The Odingas will determine whether ODM lives or dies
Few political families in sub-Saharan Africa have shaped a party's fortunes as completely as the Odingas have shaped the Orange Democratic Movement. Founded out of the turbulence of Kenya's 2007 electoral crisis, ODM became the vehicle through which Raila Odinga prosecuted four presidential campaigns, negotiated two grand coalitions, and built a durable base across Nyanza, Coast, and parts of Western Kenya. That inheritance now sits in contested hands.
The party's current difficulties are not primarily ideological. ODM holds a coherent enough electoral identity rooted in reform politics and opposition to centralized power. The problem is structural: the machinery that kept internal dissent manageable was Raila Odinga himself, whose authority derived from decades of personal sacrifice — detentions, exile, and political exclusion — that gave him a moral standing few challengers could match.
His decision to accept appointment as African Union Commission chairperson removed that stabilizing presence from domestic politics at a delicate moment.

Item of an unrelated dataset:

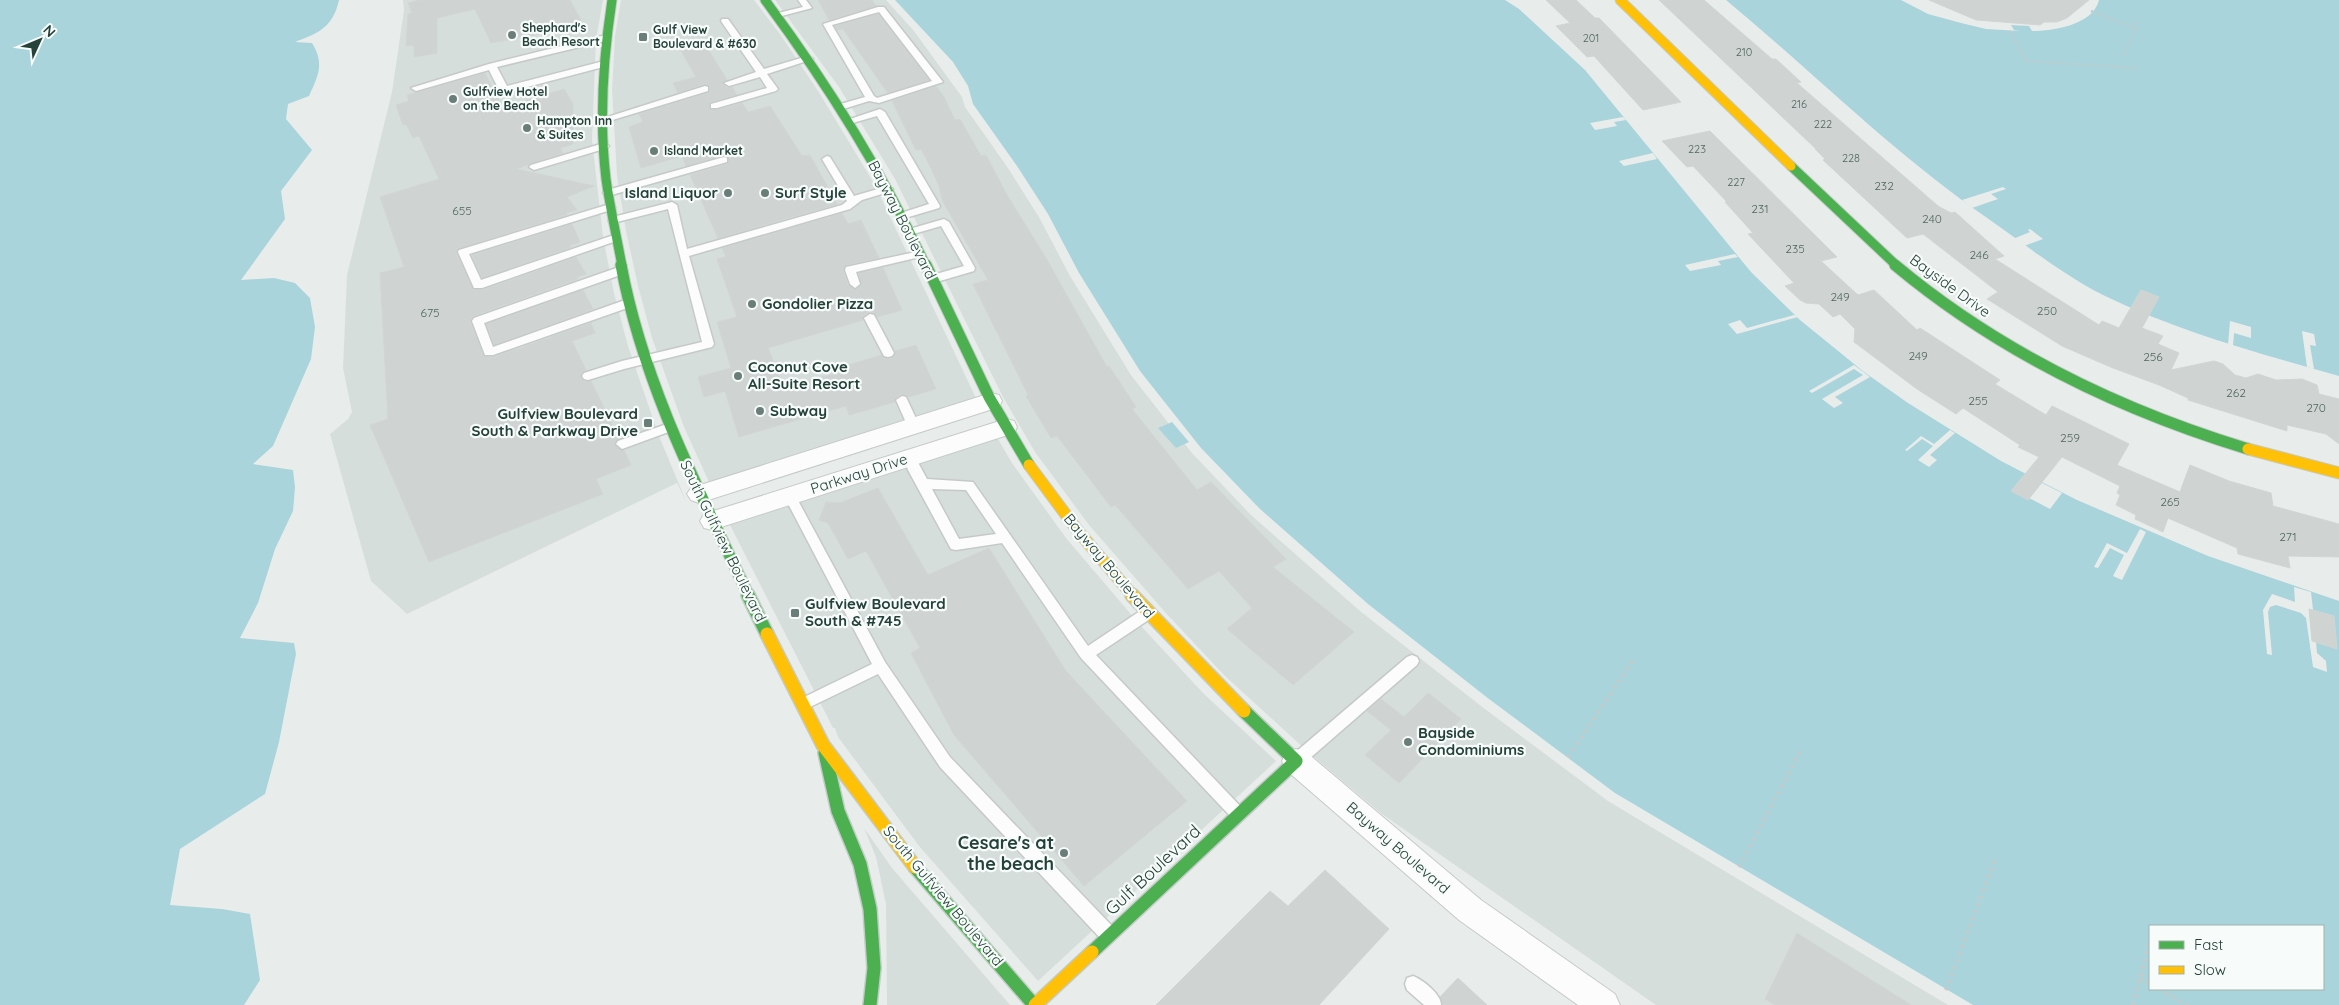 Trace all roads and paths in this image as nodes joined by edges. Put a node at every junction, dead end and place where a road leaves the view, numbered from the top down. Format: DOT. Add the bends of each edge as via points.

With Raila abroad and the 2027 election cycle beginning to animate factional ambitions, figures within ODM have started positioning themselves for a succession that no one is yet formally acknowledging.
His daughter Winnie Odinga's political profile offers one possible continuity. Her campaigns for the African Union Youth Envoy position demonstrated organizational capability and cross-border recognition. But translating that into authority over hardened ODM county operatives is a different proposition entirely.
The family's choices in the next twelve months will matter enormously. Whether they move to consolidate a clear succession or allow competitive fragmentation will determine whether ODM enters 2027 as a coherent force capable of challenging the Ruto administration or dissolves into a collection of regional interests competing under a shared brand name.